As of September 1, pension spending was 11% higher than what was recorded at this time last year. An increase that is due, for the most part, to the revaluation of benefits in accordance with the CPI, which during the year represented an increase of 8.4% in the pensioners' payroll.. To this we must add the increase in the number of pensions that has occurred since then – there are now 123,565 more – and the amount of benefit for the new additions is also higher than the system average.
Practically, three out of every four euros of spending in the system goes to cover retirements. The monthly payroll that the State pays in this concept already stands at 8,793 million euros, which places the average retirement pension at 1,376 euros per month in 14 payments (19,267 euros per year).
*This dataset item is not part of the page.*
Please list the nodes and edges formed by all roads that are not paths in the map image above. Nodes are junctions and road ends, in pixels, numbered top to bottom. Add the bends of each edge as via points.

An income that already exceeds the most common salary in Spain, which amounted to 18,502 euros per year in 2021 (latest data available).
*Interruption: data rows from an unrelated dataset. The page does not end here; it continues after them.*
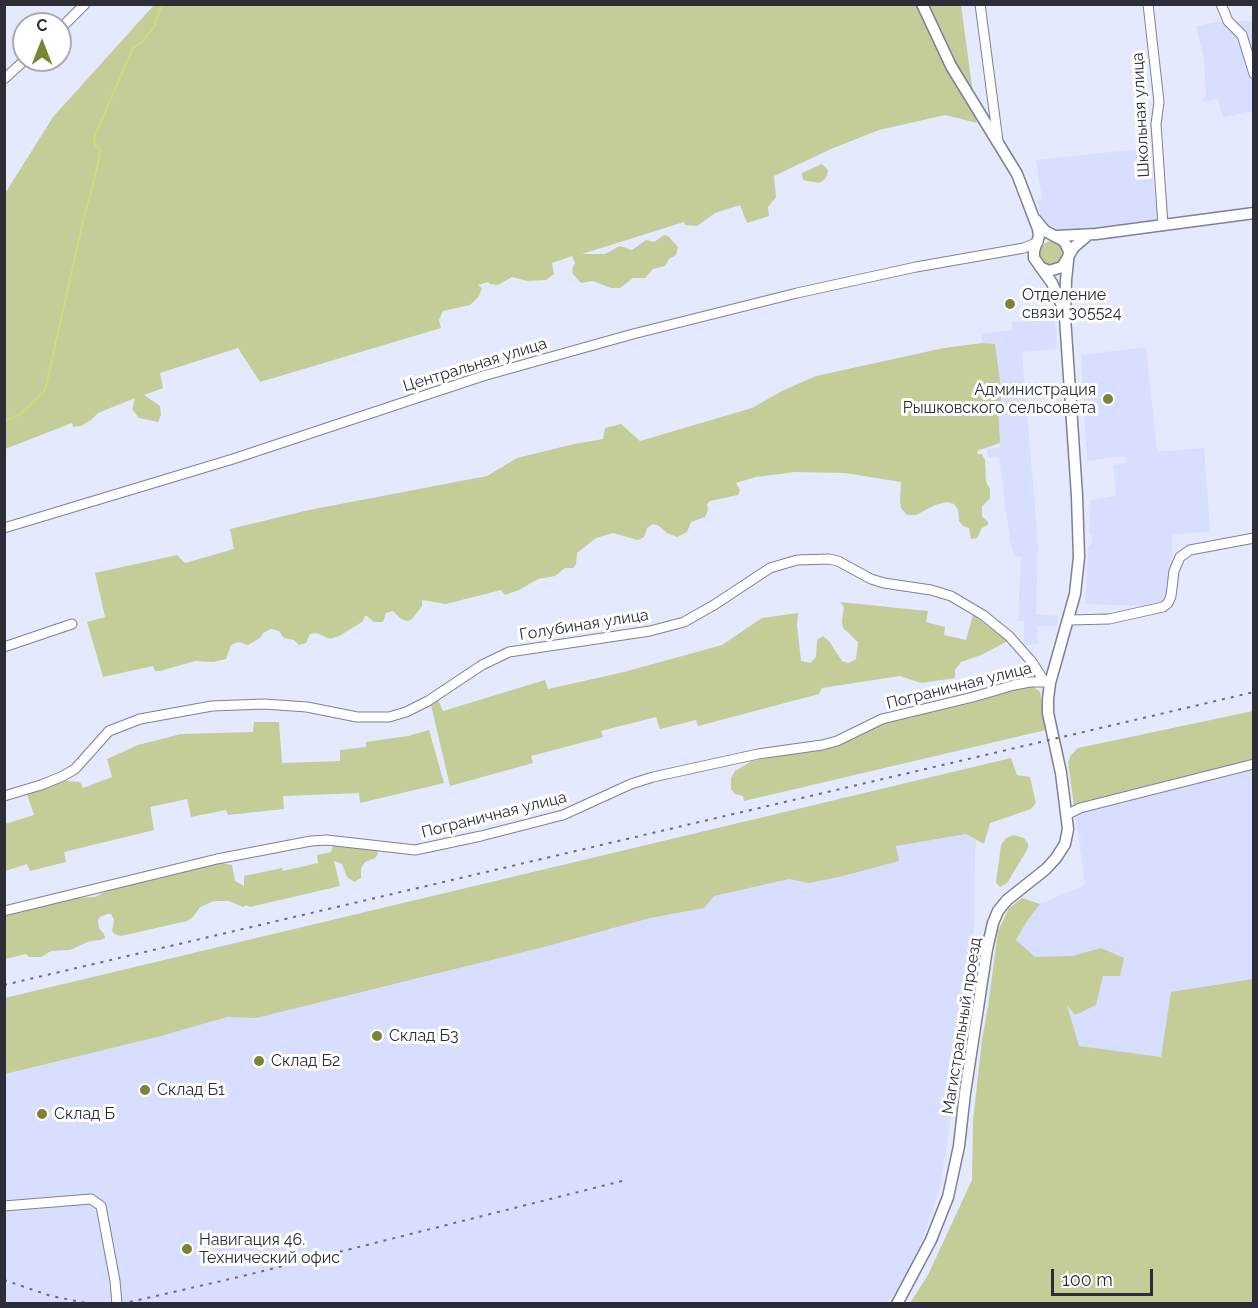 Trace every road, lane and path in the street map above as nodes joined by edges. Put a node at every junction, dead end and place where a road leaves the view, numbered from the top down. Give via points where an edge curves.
1 (85, 4) edge
2 (922, 4) edge
3 (980, 4) edge
4 (1148, 4) edge
5 (1221, 4) edge
6 (72, 17) edge
7 (1254, 74) edge
8 (998, 141) junction
9 (1254, 213) edge
10 (1036, 220) junction
11 (1163, 225) junction
12 (1096, 234) junction
13 (1058, 237) junction
14 (1038, 242) junction
15 (1018, 250) junction
16 (1068, 259) junction
17 (1037, 262) junction
18 (1065, 317) junction
19 (4, 528) edge
20 (1254, 537) edge
21 (1069, 620) junction
22 (72, 624) dead end
23 (4, 646) edge
24 (1047, 682) junction
25 (1254, 764) edge
26 (4, 796) edge
27 (1068, 814) junction
28 (4, 911) edge
29 (4, 1206) edge
30 (117, 1304) edge
31 (897, 1304) edge

1 - 6 street
2 - 8 main road via 951,66
3 - 8 street
4 - 11 street, Школьная улица via 1159,102 1156,124
5 - 7 street via 1228,21 1242,35
8 - 10 main road
9 - 11 main road
10 - 13 main road via 1045,231
10 - 14 main road
11 - 12 main road
12 - 13 main road
12 - 16 main road via 1078,242
13 - 14 main road via 1045,237
13 - 16 main road via 1068,247
14 - 15 street, Центральная улица
14 - 17 main road via 1034,248
15 - 17 street via 1028,252
15 - 19 street, Центральная улица via 797,293 601,343 483,376 232,459
16 - 17 main road via 1056,270 1046,270
16 - 18 main road
17 - 18 main road via 1059,297
18 - 21 main road, Магистральный проезд via 1079,540 1078,574
20 - 21 street via 1190,550 1180,557 1171,596 1163,607 1135,615
21 - 24 main road, Магистральный проезд
22 - 23 street
24 - 26 street, Голубиная улица via 1009,636 951,596 877,581 838,561 797,560 770,568 684,622 650,631 510,652 482,665 428,701 389,717 357,717 287,705 255,704 212,706 140,719 109,731 75,769 63,776
24 - 27 main road, Магистральный проезд
24 - 28 street, Пограничная улица via 1014,685 882,719 822,746 758,754 653,777 563,814 481,836 415,850 311,841 217,859
25 - 27 street
27 - 31 main road, Магистральный проезд via 1067,837 1061,851 1046,869 1007,900 993,923 948,1197 931,1240
29 - 30 street via 91,1199 101,1206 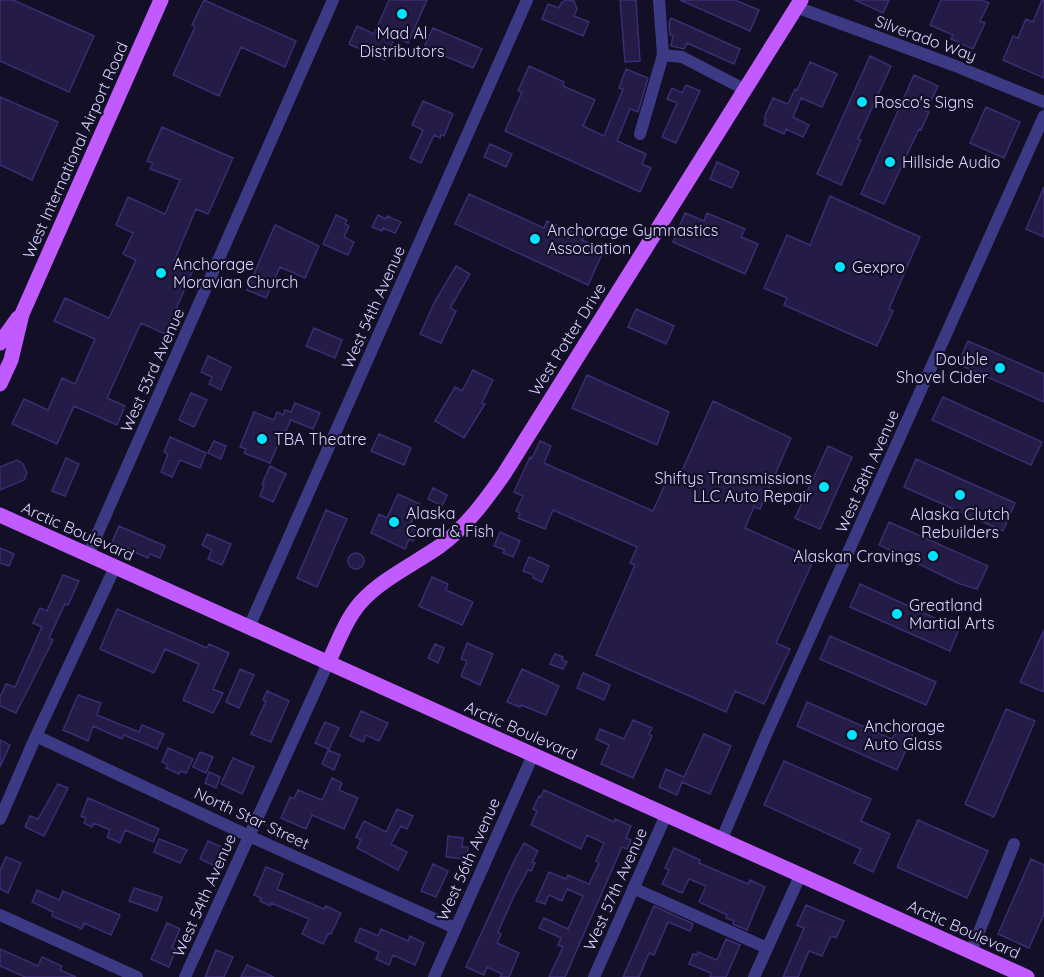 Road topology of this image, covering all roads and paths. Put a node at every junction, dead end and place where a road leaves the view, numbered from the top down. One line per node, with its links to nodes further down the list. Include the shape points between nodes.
1 (161, 0): 11 (main road, West International Airport Road)
2 (333, 0): 15 (street, West 53rd Avenue)
3 (527, 0): 17 (street, West 54th Avenue)
4 (659, 0): 6 (street)
5 (799, 4): 7 (main road, West Potter Drive); 8 (street, Silverado Way)
6 (663, 54): 7 (street, via 682,57); 10 (street)
7 (744, 89): 18 (main road, West Potter Drive, via 480,507 441,545 362,601)
8 (1044, 102)
9 (1044, 116): 24 (street, West 58th Avenue)
10 (640, 134)
11 (22, 314): 12 (main road, West International Airport Road); 13 (main road, West International Airport Road, via 11,360)
12 (0, 343)
13 (0, 384)
14 (0, 515): 15 (main road, Arctic Boulevard)
15 (88, 555): 16 (main road, Arctic Boulevard)
16 (115, 567): 17 (main road, Arctic Boulevard); 19 (street)
17 (249, 627): 18 (main road, Arctic Boulevard)
18 (328, 663): 20 (main road, Arctic Boulevard); 23 (street, West 54th Avenue)
19 (36, 736): 22 (street); 23 (street, North Star Street)
20 (533, 755): 21 (main road, Arctic Boulevard); 29 (street, West 56th Avenue)
21 (666, 815): 24 (main road, Arctic Boulevard); 27 (street, West 57th Avenue)
22 (0, 819)
23 (249, 836): 29 (street, North Star Street); 33 (street, West 54th Avenue)
24 (722, 841): 26 (main road, Arctic Boulevard)
25 (1014, 844): 31 (street)
26 (800, 876): 30 (street); 31 (main road, Arctic Boulevard)
27 (633, 888): 30 (street); 35 (street, West 57th Avenue)
28 (0, 915): 32 (street)
29 (455, 928): 34 (street, West 56th Avenue)
30 (767, 948): 36 (street)
31 (971, 952): 37 (main road, Arctic Boulevard)
32 (137, 977)
33 (186, 977)
34 (434, 977)
35 (594, 977)
36 (754, 977)
37 (1027, 977)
In addition, the payroll received by new retirees who had registered in the system until August stands at 1,547 euros per month (21,656 per year), a figure practically tied to the median salary in Spain in 2021 (21,639 euros).. Of course, it is worth clarifying that the median salary – that which divides Spanish employees into two halves: those who earn more and those who earn less – is expected to have increased compared to the last two years.
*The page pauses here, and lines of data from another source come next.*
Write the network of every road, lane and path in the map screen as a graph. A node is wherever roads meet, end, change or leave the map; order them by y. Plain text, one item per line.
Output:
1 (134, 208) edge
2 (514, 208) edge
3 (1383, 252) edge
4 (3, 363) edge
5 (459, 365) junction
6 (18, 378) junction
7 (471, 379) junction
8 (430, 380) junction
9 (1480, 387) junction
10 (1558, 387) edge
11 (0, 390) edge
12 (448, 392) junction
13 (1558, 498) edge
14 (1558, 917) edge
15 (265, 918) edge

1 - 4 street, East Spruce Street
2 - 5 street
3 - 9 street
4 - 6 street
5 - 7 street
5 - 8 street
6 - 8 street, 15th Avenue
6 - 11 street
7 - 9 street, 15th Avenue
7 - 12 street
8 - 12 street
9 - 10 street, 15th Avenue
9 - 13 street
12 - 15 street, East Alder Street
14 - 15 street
However, behind these figures hides a very heterogeneous reality.. In 2022, 60% of pensioners received a benefit below the minimum interprofessional wage (1,080 euros per month in 14 payments), a proportion that in the case of retirements is reduced to 51%.. On the other side of the spectrum, there are 20% of retirees who receive a pension of more than 2,000 euros per month in 14 payments.
It is worth remembering that the 12,000 million expenses mentioned above include contributory pensions—those that require having contributed a minimum period of years to be able to receive them.. To know the total expenditure of the system, it would be necessary to incorporate the expenditure of the Passive Classes—those received primarily by military or civil servants—which represent another 1,474 million euros more per month.. In total, we are talking about 13,474 million euros in benefits.
Rising spending
Pensions already represent 41% of the expenditure included in the General State Budgets (PGE), classified by expenditure policy. A large figure that, for the most part, is covered by the social contributions paid by current workers.. However, since social contributions are not enough to pay all contributory benefits, the State must cover part of this deficit with transfers.. The Fedea study center recently estimated that in 2023 48,348 million euros of public money will be allocated to cover the imbalances in the system. Or what is the same, 3.6% of GDP.
Furthermore, the pension system has against it the factor of the aging of the population expected for the coming years.. Baby boomer retirement is imminent. This generational cohort is the largest in the pyramid and, in addition, their retirement is a challenge because they have had longer and better paid careers than their predecessors, especially women.
If nothing remedies it, pension spending will grow from 13.7% of current GDP (including Passive and non-contributory Classes) to 16.3% in 2049, according to Airef estimates.